> Work to be completed:
Without altering a single character, set down all of the data below.

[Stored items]
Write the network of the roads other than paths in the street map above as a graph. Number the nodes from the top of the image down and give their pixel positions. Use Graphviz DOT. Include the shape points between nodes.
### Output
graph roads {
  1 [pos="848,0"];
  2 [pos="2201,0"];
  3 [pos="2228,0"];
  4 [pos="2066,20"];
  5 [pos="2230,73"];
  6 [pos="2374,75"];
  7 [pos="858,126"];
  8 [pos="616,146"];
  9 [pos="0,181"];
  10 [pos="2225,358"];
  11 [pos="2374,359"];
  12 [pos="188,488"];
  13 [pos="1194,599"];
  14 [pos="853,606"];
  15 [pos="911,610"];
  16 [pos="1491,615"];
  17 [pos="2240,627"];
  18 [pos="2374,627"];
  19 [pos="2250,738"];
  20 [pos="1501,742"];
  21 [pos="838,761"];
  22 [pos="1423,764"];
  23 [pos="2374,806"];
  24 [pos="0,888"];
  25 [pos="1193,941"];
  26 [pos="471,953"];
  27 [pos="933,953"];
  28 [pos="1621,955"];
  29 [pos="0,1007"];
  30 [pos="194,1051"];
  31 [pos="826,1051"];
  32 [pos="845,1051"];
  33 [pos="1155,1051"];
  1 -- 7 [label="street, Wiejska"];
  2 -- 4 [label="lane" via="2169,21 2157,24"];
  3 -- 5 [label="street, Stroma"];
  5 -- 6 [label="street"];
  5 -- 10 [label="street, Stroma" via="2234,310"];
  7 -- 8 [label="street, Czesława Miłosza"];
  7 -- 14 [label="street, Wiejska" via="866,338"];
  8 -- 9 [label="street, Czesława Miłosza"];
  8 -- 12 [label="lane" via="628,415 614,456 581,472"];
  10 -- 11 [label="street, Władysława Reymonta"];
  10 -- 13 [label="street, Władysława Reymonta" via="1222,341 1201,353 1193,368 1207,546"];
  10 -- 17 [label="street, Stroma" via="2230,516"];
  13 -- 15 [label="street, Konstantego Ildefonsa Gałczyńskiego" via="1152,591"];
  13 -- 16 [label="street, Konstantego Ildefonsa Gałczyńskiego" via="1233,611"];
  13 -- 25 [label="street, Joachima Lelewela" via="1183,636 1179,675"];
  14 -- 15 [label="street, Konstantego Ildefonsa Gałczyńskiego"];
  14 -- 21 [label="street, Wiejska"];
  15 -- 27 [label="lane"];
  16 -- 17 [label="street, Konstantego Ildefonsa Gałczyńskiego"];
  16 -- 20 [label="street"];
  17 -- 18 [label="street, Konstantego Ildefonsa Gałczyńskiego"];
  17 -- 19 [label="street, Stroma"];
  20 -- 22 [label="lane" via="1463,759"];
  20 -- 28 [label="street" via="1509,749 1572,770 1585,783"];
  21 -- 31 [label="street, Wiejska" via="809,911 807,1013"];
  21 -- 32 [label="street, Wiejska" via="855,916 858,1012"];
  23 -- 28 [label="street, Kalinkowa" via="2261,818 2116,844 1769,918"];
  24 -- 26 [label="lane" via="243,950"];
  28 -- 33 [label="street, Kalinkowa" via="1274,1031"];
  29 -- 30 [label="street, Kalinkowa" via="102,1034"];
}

> Task solution:
Write the network of the roads other than paths in the street map above as a graph. Number the nodes from the top of the image down and give their pixel positions. Use Graphviz DOT. Include the shape points between nodes.
### Output
graph roads {
  1 [pos="848,0"];
  2 [pos="2201,0"];
  3 [pos="2228,0"];
  4 [pos="2066,20"];
  5 [pos="2230,73"];
  6 [pos="2374,75"];
  7 [pos="858,126"];
  8 [pos="616,146"];
  9 [pos="0,181"];
  10 [pos="2225,358"];
  11 [pos="2374,359"];
  12 [pos="188,488"];
  13 [pos="1194,599"];
  14 [pos="853,606"];
  15 [pos="911,610"];
  16 [pos="1491,615"];
  17 [pos="2240,627"];
  18 [pos="2374,627"];
  19 [pos="2250,738"];
  20 [pos="1501,742"];
  21 [pos="838,761"];
  22 [pos="1423,764"];
  23 [pos="2374,806"];
  24 [pos="0,888"];
  25 [pos="1193,941"];
  26 [pos="471,953"];
  27 [pos="933,953"];
  28 [pos="1621,955"];
  29 [pos="0,1007"];
  30 [pos="194,1051"];
  31 [pos="826,1051"];
  32 [pos="845,1051"];
  33 [pos="1155,1051"];
  1 -- 7 [label="street, Wiejska"];
  2 -- 4 [label="lane" via="2169,21 2157,24"];
  3 -- 5 [label="street, Stroma"];
  5 -- 6 [label="street"];
  5 -- 10 [label="street, Stroma" via="2234,310"];
  7 -- 8 [label="street, Czesława Miłosza"];
  7 -- 14 [label="street, Wiejska" via="866,338"];
  8 -- 9 [label="street, Czesława Miłosza"];
  8 -- 12 [label="lane" via="628,415 614,456 581,472"];
  10 -- 11 [label="street, Władysława Reymonta"];
  10 -- 13 [label="street, Władysława Reymonta" via="1222,341 1201,353 1193,368 1207,546"];
  10 -- 17 [label="street, Stroma" via="2230,516"];
  13 -- 15 [label="street, Konstantego Ildefonsa Gałczyńskiego" via="1152,591"];
  13 -- 16 [label="street, Konstantego Ildefonsa Gałczyńskiego" via="1233,611"];
  13 -- 25 [label="street, Joachima Lelewela" via="1183,636 1179,675"];
  14 -- 15 [label="street, Konstantego Ildefonsa Gałczyńskiego"];
  14 -- 21 [label="street, Wiejska"];
  15 -- 27 [label="lane"];
  16 -- 17 [label="street, Konstantego Ildefonsa Gałczyńskiego"];
  16 -- 20 [label="street"];
  17 -- 18 [label="street, Konstantego Ildefonsa Gałczyńskiego"];
  17 -- 19 [label="street, Stroma"];
  20 -- 22 [label="lane" via="1463,759"];
  20 -- 28 [label="street" via="1509,749 1572,770 1585,783"];
  21 -- 31 [label="street, Wiejska" via="809,911 807,1013"];
  21 -- 32 [label="street, Wiejska" via="855,916 858,1012"];
  23 -- 28 [label="street, Kalinkowa" via="2261,818 2116,844 1769,918"];
  24 -- 26 [label="lane" via="243,950"];
  28 -- 33 [label="street, Kalinkowa" via="1274,1031"];
  29 -- 30 [label="street, Kalinkowa" via="102,1034"];
}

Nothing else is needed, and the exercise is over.